Musculoskeletal defects
The pubic symphysis is widely separated. Divergent rectus muscles remain attached to the pubis. External rotation of the innominate bones may produce a waddling gait in ambulatory patients; long-term orthopedic sequelae are uncommon in many series.
Neurologic defects
In cloacal exstrophy, a high proportion of patients have myelodysplasia, including myelomeningocele, lipomeningocele, meningocele, or occult dysraphism. These children warrant close observation for neurologic deterioration; early neurosurgical consultation is appropriate when imaging shows spinal cord or canal abnormalities.
Treatment
Reconstruction of the exstrophy-epispadias complex remains among the most demanding areas in pediatric urology. Many surgical modifications have improved outcomes, but the optimal pathway for every patient remains individualized. Long-term prospective comparison of staged versus complete primary approaches continues to refine functional and cosmetic results.
Goals include urinary continence with preservation of renal function, reconstruction of functional and cosmetically acceptable genitalia, and often creation of a satisfactory neo-umbilicus.
1. Staged functional closure (classic bladder exstrophy)
A sequence of operations typically includes:
- Initial bladder closure is ideally completed within the first 72 hours of life. If closure is delayed, pelvic osteotomies are often required to allow closure of the abdominal wall and to seat the bladder within a supportive pelvic ring.
- Epispadias repair with urethroplasty around 12-18 months of age increases outlet resistance and can improve bladder capacity over time.
- Bladder neck reconstruction (often around 4 years, e.g. modified Young-Dees-Leadbetter) aims at continence and management of vesicoureteral reflux; numerous modifications exist.
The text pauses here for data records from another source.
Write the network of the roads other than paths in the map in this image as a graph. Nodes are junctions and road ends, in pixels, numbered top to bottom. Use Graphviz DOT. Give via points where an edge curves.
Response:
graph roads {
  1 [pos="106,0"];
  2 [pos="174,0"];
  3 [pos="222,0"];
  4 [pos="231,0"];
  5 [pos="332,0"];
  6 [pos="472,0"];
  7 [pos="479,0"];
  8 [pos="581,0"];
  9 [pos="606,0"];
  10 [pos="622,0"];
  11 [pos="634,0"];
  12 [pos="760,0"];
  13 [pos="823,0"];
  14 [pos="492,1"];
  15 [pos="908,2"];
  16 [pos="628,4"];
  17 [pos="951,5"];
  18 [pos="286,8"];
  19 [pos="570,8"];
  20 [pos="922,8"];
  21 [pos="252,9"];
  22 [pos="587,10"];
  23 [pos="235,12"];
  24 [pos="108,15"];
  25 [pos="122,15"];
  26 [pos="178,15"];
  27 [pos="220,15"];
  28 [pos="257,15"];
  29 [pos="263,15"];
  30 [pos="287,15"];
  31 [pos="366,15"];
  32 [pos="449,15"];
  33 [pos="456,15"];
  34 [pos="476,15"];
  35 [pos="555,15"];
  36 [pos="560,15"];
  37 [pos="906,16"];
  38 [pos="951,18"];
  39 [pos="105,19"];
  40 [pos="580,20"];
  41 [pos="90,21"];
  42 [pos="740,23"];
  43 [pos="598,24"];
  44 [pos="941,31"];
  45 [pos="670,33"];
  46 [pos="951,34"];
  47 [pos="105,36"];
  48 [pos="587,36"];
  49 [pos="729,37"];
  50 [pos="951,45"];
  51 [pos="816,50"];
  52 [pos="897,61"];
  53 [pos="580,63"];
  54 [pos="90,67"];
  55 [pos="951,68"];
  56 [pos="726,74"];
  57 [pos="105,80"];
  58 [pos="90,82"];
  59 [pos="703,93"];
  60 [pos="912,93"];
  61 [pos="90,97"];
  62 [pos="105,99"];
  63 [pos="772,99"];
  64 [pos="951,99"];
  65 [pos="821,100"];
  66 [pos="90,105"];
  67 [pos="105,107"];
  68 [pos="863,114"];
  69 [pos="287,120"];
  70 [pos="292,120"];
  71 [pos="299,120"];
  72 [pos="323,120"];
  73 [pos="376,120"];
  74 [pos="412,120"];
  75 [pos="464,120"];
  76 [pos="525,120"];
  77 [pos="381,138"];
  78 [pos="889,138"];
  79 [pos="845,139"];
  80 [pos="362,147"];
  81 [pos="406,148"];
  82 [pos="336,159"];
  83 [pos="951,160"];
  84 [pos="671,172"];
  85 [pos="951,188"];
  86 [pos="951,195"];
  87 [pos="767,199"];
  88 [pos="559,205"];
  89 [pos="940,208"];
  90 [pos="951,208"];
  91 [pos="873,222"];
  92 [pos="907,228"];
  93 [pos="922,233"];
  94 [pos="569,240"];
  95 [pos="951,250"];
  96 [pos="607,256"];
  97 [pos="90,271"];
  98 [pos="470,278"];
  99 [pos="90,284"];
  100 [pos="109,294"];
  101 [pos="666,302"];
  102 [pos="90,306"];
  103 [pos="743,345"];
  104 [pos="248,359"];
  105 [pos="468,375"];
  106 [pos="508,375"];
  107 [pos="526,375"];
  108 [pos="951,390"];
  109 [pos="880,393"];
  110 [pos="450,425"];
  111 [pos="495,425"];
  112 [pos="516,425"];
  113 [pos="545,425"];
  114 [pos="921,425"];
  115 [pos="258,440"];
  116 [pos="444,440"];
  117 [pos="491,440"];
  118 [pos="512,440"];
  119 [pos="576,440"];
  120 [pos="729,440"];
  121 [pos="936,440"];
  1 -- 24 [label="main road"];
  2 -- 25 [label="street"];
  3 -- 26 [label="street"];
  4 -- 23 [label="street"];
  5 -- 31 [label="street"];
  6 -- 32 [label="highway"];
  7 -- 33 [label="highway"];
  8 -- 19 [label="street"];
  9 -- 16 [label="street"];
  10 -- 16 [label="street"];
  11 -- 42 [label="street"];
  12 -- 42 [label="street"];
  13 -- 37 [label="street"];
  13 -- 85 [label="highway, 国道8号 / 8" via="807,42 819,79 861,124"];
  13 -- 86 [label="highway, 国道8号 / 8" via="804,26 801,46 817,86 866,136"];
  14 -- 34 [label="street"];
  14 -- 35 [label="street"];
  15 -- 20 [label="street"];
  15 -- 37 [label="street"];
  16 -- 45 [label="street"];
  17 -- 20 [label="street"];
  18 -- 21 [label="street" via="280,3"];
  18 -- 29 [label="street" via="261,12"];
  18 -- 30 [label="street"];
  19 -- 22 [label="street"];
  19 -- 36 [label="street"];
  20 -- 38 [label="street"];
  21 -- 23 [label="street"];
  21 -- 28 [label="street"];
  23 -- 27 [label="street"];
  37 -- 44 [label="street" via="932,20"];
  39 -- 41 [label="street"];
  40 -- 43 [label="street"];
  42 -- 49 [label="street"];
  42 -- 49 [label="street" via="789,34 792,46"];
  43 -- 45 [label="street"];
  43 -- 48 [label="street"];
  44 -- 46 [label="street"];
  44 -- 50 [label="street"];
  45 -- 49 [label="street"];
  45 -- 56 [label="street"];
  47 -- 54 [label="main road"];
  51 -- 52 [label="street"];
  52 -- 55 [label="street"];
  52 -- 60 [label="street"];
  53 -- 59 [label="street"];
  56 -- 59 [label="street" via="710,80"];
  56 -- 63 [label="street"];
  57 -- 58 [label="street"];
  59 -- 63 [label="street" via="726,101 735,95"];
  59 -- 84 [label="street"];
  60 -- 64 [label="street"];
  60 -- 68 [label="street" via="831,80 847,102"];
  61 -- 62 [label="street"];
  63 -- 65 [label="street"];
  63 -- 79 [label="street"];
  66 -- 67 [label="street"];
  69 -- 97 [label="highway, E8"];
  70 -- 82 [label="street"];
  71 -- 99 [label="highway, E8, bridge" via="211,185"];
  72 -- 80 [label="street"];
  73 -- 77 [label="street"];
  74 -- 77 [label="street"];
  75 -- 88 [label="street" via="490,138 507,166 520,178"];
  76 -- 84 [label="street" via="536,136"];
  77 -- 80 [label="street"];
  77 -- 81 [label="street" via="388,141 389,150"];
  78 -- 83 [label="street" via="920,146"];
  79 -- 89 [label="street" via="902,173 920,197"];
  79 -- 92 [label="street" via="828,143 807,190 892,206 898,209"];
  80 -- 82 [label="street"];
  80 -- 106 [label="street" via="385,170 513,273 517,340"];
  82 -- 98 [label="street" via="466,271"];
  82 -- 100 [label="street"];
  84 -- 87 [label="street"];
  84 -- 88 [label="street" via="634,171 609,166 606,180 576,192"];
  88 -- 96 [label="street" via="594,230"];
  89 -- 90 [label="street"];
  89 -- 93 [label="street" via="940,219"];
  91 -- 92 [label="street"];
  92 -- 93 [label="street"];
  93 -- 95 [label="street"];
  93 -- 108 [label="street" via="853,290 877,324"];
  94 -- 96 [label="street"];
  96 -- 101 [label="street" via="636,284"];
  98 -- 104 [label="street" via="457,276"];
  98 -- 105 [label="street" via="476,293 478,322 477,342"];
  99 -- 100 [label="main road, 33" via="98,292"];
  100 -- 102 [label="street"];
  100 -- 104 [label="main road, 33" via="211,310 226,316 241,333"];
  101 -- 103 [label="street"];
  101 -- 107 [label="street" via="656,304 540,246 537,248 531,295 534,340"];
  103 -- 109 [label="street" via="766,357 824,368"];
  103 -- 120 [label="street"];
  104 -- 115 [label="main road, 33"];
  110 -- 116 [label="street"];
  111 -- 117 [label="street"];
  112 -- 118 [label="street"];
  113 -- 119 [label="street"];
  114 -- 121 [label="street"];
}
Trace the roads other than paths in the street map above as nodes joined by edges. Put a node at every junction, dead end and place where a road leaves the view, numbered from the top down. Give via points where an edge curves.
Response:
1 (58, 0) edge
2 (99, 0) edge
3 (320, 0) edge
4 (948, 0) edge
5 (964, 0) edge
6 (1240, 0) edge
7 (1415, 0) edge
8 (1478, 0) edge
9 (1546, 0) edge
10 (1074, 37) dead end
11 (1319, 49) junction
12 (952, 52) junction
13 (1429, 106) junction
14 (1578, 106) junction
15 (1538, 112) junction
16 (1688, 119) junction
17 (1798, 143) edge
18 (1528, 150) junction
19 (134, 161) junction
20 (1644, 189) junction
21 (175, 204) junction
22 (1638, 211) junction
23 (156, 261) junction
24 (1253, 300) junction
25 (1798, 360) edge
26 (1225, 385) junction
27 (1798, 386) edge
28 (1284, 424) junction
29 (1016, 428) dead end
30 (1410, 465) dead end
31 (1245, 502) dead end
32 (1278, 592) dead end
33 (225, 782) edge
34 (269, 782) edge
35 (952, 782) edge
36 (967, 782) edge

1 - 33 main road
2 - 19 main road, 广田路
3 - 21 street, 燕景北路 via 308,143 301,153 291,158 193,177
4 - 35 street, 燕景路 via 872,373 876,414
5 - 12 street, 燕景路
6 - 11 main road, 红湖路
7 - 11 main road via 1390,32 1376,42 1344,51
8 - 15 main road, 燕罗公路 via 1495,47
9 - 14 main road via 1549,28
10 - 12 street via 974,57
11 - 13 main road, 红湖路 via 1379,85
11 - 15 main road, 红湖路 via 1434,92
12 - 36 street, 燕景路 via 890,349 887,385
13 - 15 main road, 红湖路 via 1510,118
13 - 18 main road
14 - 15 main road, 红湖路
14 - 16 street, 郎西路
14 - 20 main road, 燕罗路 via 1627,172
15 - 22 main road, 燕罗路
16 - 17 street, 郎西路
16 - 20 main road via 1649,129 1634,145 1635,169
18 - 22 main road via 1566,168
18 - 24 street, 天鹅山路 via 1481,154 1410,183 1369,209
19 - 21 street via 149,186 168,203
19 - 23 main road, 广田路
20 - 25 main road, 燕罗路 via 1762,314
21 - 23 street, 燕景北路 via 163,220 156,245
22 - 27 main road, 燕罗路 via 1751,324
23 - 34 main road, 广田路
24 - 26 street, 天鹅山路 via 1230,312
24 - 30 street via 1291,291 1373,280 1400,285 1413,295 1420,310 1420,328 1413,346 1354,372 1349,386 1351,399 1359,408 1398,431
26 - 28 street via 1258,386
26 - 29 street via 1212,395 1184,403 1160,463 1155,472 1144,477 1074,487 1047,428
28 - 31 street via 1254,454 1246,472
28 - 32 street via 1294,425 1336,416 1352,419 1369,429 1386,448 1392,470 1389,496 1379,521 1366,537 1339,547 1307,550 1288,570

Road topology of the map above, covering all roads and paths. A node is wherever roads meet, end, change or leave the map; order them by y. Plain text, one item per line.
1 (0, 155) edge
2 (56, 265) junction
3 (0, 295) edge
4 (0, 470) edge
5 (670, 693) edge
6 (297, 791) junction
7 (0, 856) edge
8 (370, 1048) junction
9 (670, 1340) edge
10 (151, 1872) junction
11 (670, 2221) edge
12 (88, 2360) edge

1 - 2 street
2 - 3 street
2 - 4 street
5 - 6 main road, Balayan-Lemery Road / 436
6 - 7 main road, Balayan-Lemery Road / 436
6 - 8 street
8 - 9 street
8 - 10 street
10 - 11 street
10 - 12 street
2. Complete primary repair (classic bladder exstrophy)
A newer strategy performs primary bladder closure, urethroplasty, and genital reconstruction in one stage in the newborn period. In males this may involve complete penile disassembly; in females, mobilization of the urogenital complex. Hypospadias is a frequent outcome in males and may need later revision. The goal includes early bladder cycling; some patients achieve continence without separate bladder neck surgery.